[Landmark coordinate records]
· · · · · · ·

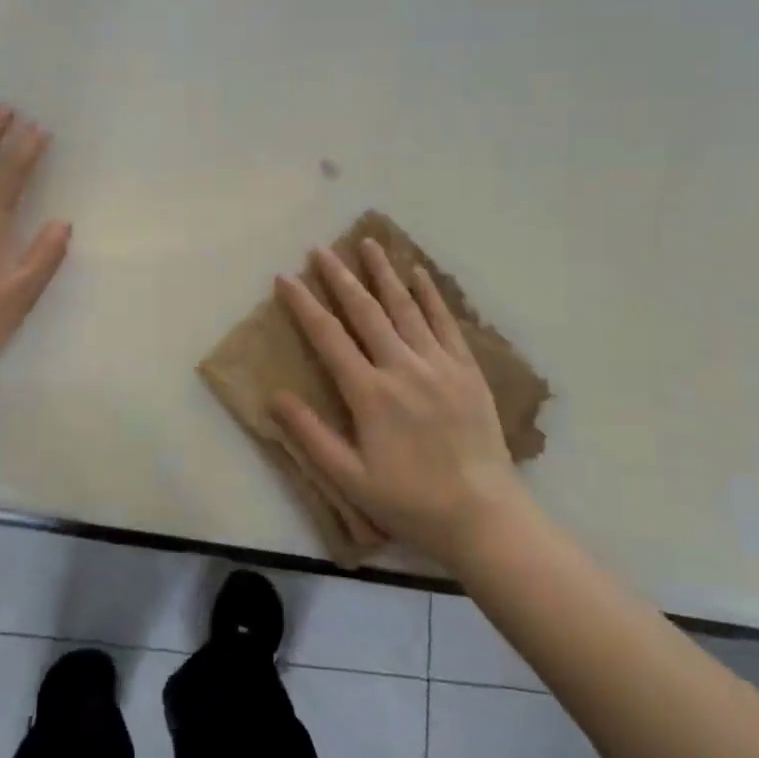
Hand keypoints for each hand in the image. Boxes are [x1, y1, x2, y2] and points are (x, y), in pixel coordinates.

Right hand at [272, 241, 528, 569]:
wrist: (483, 515)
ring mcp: (439, 365)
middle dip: (340, 277)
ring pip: (406, 307)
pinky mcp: (467, 370)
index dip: (304, 304)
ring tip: (368, 242)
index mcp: (370, 394)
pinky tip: (418, 273)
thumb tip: (274, 396)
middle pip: (366, 311)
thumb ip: (311, 435)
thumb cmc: (410, 501)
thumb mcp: (350, 478)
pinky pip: (445, 322)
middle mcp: (403, 368)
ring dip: (384, 273)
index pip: (328, 337)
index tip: (285, 277)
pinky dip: (431, 294)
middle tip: (321, 248)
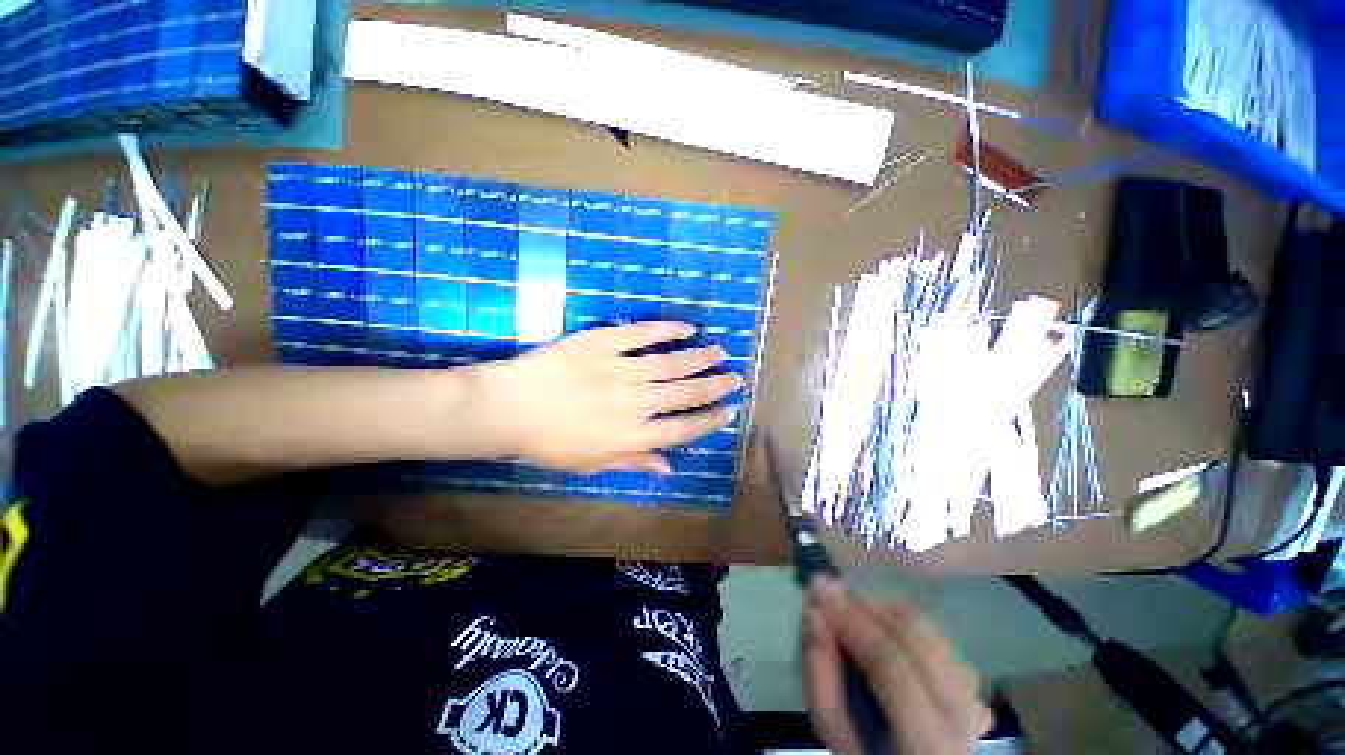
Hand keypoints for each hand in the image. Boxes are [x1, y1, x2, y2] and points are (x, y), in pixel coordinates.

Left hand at [465, 322, 742, 472]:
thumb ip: (633, 461)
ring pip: (670, 362)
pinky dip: (666, 330)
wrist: (507, 407)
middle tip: (735, 377)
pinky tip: (685, 328)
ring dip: (699, 357)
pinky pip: (641, 334)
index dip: (709, 420)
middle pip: (685, 392)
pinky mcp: (603, 343)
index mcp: (632, 434)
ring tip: (718, 351)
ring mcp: (620, 368)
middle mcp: (635, 402)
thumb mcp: (591, 463)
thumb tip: (668, 467)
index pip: (683, 428)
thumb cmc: (548, 443)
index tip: (727, 411)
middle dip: (715, 385)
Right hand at [805, 578, 991, 754]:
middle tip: (830, 586)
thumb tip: (814, 612)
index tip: (820, 589)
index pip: (893, 667)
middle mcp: (962, 716)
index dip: (855, 622)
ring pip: (927, 629)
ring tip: (849, 602)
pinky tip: (877, 620)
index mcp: (928, 743)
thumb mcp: (836, 731)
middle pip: (916, 638)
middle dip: (867, 604)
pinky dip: (900, 617)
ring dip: (883, 606)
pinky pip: (935, 633)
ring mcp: (973, 695)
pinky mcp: (972, 680)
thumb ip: (822, 675)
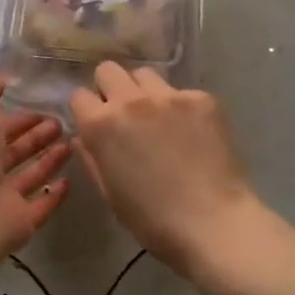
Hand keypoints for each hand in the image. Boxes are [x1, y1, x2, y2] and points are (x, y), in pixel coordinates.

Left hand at [0, 77, 70, 261]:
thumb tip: (2, 83)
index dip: (17, 114)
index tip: (44, 102)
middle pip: (13, 149)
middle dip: (36, 134)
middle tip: (63, 122)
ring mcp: (1, 197)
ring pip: (29, 175)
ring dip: (49, 158)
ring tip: (74, 142)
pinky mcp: (20, 221)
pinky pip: (41, 204)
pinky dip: (54, 193)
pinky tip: (71, 179)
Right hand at [68, 65, 259, 287]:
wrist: (214, 224)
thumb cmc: (153, 220)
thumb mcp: (110, 193)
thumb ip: (92, 157)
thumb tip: (83, 137)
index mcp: (101, 125)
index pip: (79, 95)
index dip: (86, 111)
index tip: (96, 125)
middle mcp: (130, 100)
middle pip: (108, 70)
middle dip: (110, 88)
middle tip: (124, 115)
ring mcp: (169, 96)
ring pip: (145, 75)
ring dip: (143, 92)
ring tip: (158, 119)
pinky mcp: (201, 99)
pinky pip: (180, 91)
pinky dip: (180, 107)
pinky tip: (191, 132)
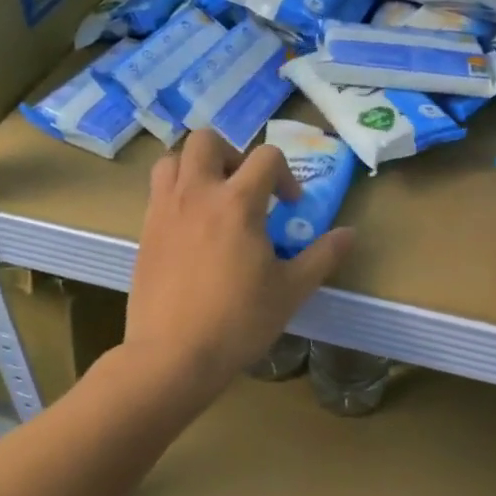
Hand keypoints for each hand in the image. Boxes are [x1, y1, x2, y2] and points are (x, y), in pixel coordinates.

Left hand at [125, 130, 354, 398]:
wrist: (173, 355)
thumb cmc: (238, 322)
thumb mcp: (291, 291)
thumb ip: (322, 256)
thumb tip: (350, 233)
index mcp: (238, 203)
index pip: (267, 157)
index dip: (286, 175)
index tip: (289, 207)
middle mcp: (197, 193)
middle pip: (208, 140)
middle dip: (232, 154)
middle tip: (245, 188)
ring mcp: (165, 209)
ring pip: (174, 159)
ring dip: (197, 167)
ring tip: (213, 199)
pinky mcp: (145, 230)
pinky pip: (158, 190)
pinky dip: (177, 192)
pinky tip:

· · · · · · ·

◆ **Task objective**
Return the lines above exactly; the images are not part of the copy.

◆ **The completed task**
Hand keypoints for each hand in the image. Boxes are [x1, y1, x2, y2] and points are (x, y), in pixel coordinates.

Right hand at [272, 241, 528, 569]:
wrist: (483, 515)
ring mcp: (439, 365)
middle dip: (340, 277)
ring pip: (406, 307)
pinky mcp: (467, 370)
index dip: (304, 304)
ring tip: (368, 242)
index mcp: (370, 394)
pinky tip: (418, 273)
thumb tip: (274, 396)
middle pip: (366, 311)
thumb ip: (311, 435)
thumb cmc: (410, 501)
thumb mcp: (350, 478)
pinky pip: (445, 322)
middle mcp: (403, 368)
ring dip: (384, 273)
index pip: (328, 337)
index tip: (285, 277)
pinky dip: (431, 294)
middle tip: (321, 248)
Hand keypoints for each hand in the image. Boxes are [x1, y1, x2, y2] and points are (x, y), in pixel coordinates.

Left hand at [465, 322, 742, 472]:
thumb ip: (633, 461)
ring pip: (670, 362)
pinky dip: (666, 330)
wrist: (507, 407)
middle tip: (735, 377)
pinky tip: (685, 328)
ring dip: (699, 357)
pinky pip: (641, 334)
index dip: (709, 420)
middle pip: (685, 392)
pinky mcp: (603, 343)
index mcp: (632, 434)
ring tip: (718, 351)
ring mcp: (620, 368)
middle mcp: (635, 402)
thumb mcp: (591, 463)
thumb tip: (668, 467)
index pip: (683, 428)
thumb cmc: (548, 443)
index tip: (727, 411)
middle dip: (715, 385)
Right hand at [805, 578, 991, 754]:
middle tip: (830, 586)
thumb tip: (814, 612)
index tip: (820, 589)
index pip: (893, 667)
middle mcp: (962, 716)
index dip: (855, 622)
ring pip: (927, 629)
ring tip: (849, 602)
pinky tip: (877, 620)
index mcp: (928, 743)
thumb mcp: (836, 731)
middle pip: (916, 638)
middle dip: (867, 604)
pinky dip: (900, 617)
ring dip: (883, 606)
pinky pip: (935, 633)
ring mcp: (973, 695)
pinky mcp: (972, 680)
thumb ip: (822, 675)
Hand keypoints for each hand in the image. Boxes are [x1, y1, x2, y2] and points are (x, y), in pixel coordinates.

Left hand at [0, 77, 70, 261]:
thumb tip: (2, 83)
index dip: (17, 114)
index tip: (44, 102)
middle pip: (13, 149)
middle dip: (36, 134)
middle tip: (63, 122)
ring mcp: (1, 197)
ring pip: (29, 175)
ring dip: (49, 158)
ring tip: (74, 142)
pinky mcp: (20, 221)
pinky pip: (41, 204)
pinky dip: (54, 193)
pinky tip: (71, 179)
Right hand at [68, 65, 259, 287]:
wrist: (214, 224)
thumb cmc: (153, 220)
thumb mcp: (110, 193)
thumb ip: (92, 157)
thumb tip: (83, 137)
index mcp: (101, 125)
index pip: (79, 95)
index dip: (86, 111)
index tip: (96, 125)
middle mcp: (130, 100)
middle pip: (108, 70)
middle dip: (110, 88)
middle tip: (124, 115)
ring mcp: (169, 96)
ring pip: (145, 75)
ring dip: (143, 92)
ring tip: (158, 119)
pinky mcp: (201, 99)
pinky pip: (180, 91)
pinky dip: (180, 107)
pinky tip: (191, 132)
Hand keypoints for each hand in the image. Boxes are [x1, y1, x2, y2] and points are (x, y), in pixel coordinates.

Left hand at [125, 130, 354, 398]:
wrist: (173, 355)
thumb cmc: (238, 322)
thumb mcp: (291, 291)
thumb ip: (322, 256)
thumb tip: (350, 233)
index mcp: (238, 203)
index pip: (267, 157)
index dip: (286, 175)
index tip: (289, 207)
middle mcp: (197, 193)
middle pip: (208, 140)
middle dip: (232, 154)
middle tip: (245, 188)
ring mcp: (165, 209)
ring pip: (174, 159)
ring dip: (197, 167)
ring tip: (213, 199)
pinky mcp: (145, 230)
pinky pip: (158, 190)
pinky dip: (177, 192)
pinky tip:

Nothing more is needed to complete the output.